There are fewer and fewer student teachers at Bavaria’s universities. This emerges from a response from the Ministry of Science to a request from the SPD in the state parliament. In 2017, 8,127 students were still enrolled in teaching at primary and secondary schools, junior high schools and grammar schools, but by 2021 the number had fallen by around seven percent to 7,565.

The number of first-year students for middle school changed particularly drastically in the period mentioned, with a drop of 62 percent: while in 2017 there were still 1460 students enrolled in the first semester for middle school, in 2021 only 551 young people chose this training path.

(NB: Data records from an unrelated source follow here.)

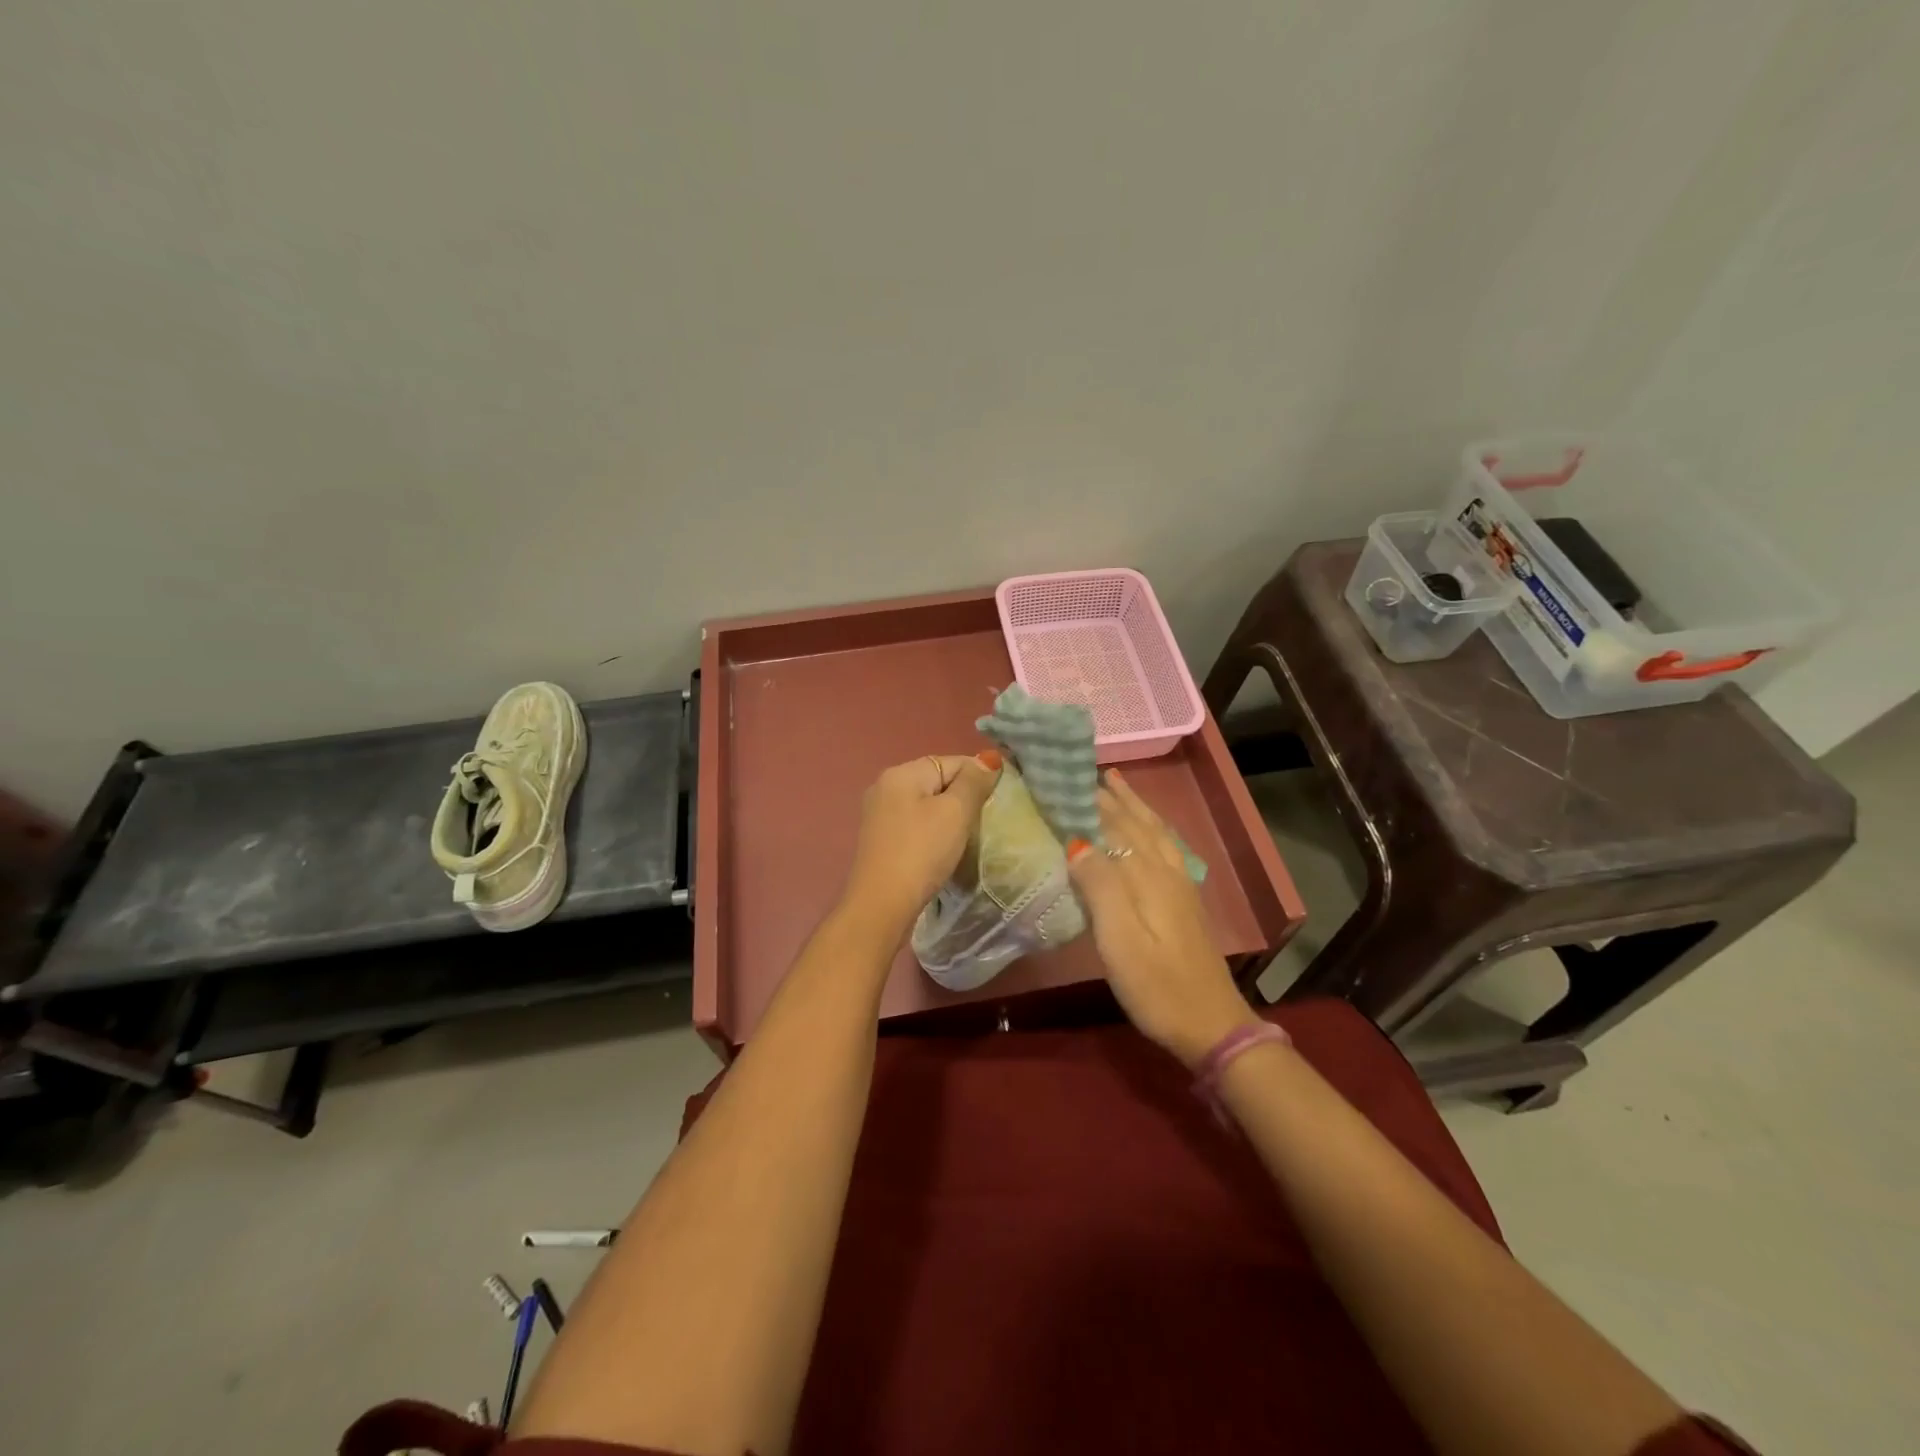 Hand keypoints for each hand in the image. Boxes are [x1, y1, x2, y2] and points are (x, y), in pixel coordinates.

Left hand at [842, 752, 1001, 933]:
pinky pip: (915, 824)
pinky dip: (932, 832)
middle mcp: (885, 786)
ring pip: (927, 804)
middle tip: (983, 822)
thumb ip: (973, 782)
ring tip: (966, 838)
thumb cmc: (922, 852)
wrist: (882, 905)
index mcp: (901, 773)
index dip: (979, 777)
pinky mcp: (880, 840)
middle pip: (937, 781)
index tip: (997, 802)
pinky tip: (942, 850)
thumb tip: (988, 758)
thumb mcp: (955, 813)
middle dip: (963, 798)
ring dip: (949, 817)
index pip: (952, 761)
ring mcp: (879, 814)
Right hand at [1066, 769, 1259, 1067]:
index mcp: (1148, 876)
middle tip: (1081, 770)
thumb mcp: (1120, 941)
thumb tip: (1076, 841)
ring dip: (1133, 804)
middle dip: (1109, 796)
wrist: (1211, 1025)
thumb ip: (1100, 887)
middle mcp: (1166, 871)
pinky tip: (1148, 830)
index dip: (1088, 801)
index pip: (1113, 826)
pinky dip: (1152, 826)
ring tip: (1115, 782)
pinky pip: (1165, 845)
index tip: (1061, 778)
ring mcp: (1180, 885)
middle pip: (1135, 823)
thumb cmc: (1157, 986)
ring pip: (1154, 831)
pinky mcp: (1185, 901)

“We are seeing a very worrying development here. It shows that the already serious shortage of teachers in secondary schools will continue to worsen,” said SPD MP Simone Strohmayr. Better pay for teachers at elementary, middle and special schools is therefore necessary. “You start your career with about 700 euros less than, for example, high school teachers.

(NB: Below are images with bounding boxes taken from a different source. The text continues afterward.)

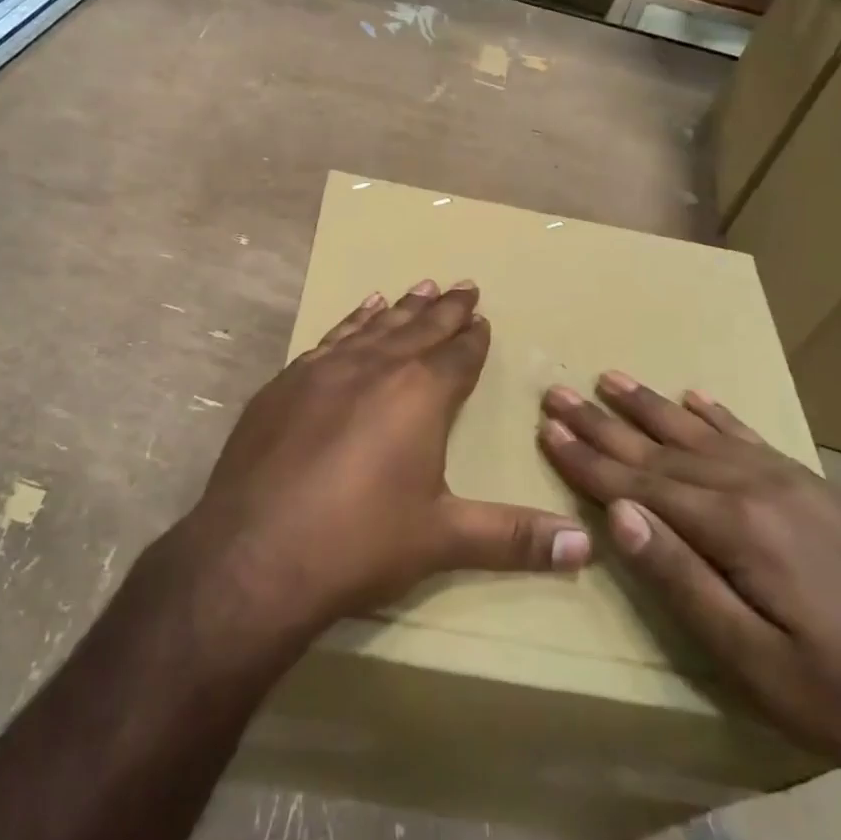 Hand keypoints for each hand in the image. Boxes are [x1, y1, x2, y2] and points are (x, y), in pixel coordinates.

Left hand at [183, 280, 592, 641]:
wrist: (254, 553)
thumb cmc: (359, 542)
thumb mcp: (443, 539)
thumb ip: (514, 537)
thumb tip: (586, 548)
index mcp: (419, 395)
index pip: (458, 355)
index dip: (474, 337)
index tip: (483, 318)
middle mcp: (375, 368)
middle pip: (419, 329)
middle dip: (445, 309)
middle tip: (463, 286)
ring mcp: (324, 370)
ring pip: (374, 326)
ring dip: (400, 308)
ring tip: (420, 287)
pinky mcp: (285, 384)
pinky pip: (330, 339)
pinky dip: (350, 322)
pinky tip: (358, 312)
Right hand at [539, 375, 840, 802]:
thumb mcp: (758, 665)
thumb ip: (683, 582)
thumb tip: (619, 516)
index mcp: (736, 529)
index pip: (639, 484)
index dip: (587, 458)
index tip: (546, 426)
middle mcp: (757, 488)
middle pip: (662, 448)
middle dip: (604, 421)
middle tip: (557, 391)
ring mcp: (793, 483)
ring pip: (702, 432)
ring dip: (650, 406)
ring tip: (610, 378)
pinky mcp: (820, 490)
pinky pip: (753, 438)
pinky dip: (717, 414)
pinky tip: (697, 396) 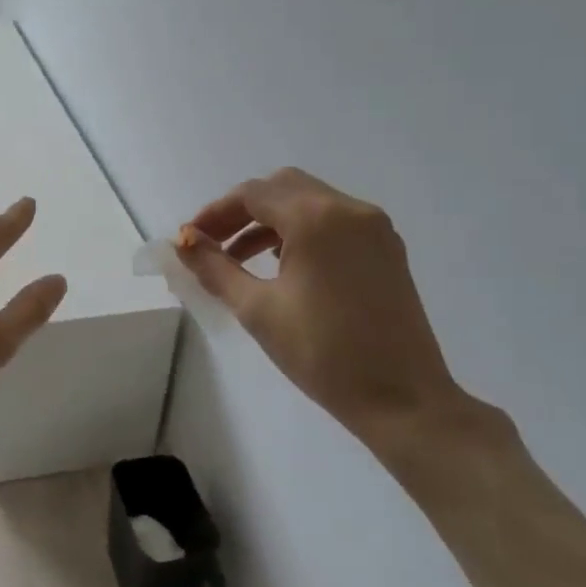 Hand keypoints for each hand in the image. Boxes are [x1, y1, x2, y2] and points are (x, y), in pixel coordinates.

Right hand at [177, 168, 484, 451]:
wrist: (401, 399)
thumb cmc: (321, 353)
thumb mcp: (257, 309)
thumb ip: (215, 268)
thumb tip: (183, 244)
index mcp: (316, 218)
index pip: (253, 194)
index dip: (214, 213)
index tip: (190, 240)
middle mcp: (349, 209)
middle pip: (282, 188)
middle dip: (241, 211)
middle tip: (213, 244)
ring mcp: (374, 228)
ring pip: (309, 202)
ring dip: (270, 221)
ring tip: (239, 261)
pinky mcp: (387, 249)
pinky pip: (333, 221)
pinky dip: (300, 231)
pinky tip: (282, 267)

That’s unfair and puts off those who could well imagine becoming a middle school teacher.” Minister of Education Michael Piazolo (Free Voters) recently declared that he was still in favor of raising the starting salary to the uniform level A 13. But in the coalition with the CSU one could not assert oneself.

In the past few days and weeks there have been repeated reports of a large shortage of teachers in Bavaria’s schools. The Teachers’ Association (BLLV) put the number of missing workers at 4,000. Piazolo, however, rejected the number as incorrect and explained that there had never been as many teachers in Bavaria’s schools as there are now. Nevertheless, the state government also said that in view of the corona-related staff shortages, the tense applicant market and the refugee movements triggered by the Ukraine war, it was “an increasing challenge” to cover the need for teachers.

“If you want good teaching, you have to train new teachers,” said Strohmayr. However, there are only enough people interested in this job if the study and working conditions are attractive. This is obviously not the case in Bavaria, warned the education policy spokeswoman. “It can’t go well in the long run.” Ultimately, the minus is “homemade”, the CSU and Free Voters have been ignoring all proposals to make the teaching profession and training more attractive for years.

The degrees of student teachers in the types of schools mentioned have also fallen by 30 percent, emphasized Strohmayr: while 5,720 students passed exams in 2017, there were only 4,022 last year is that many students generally classify the teacher training program as in urgent need of reform,” said Strohmayr.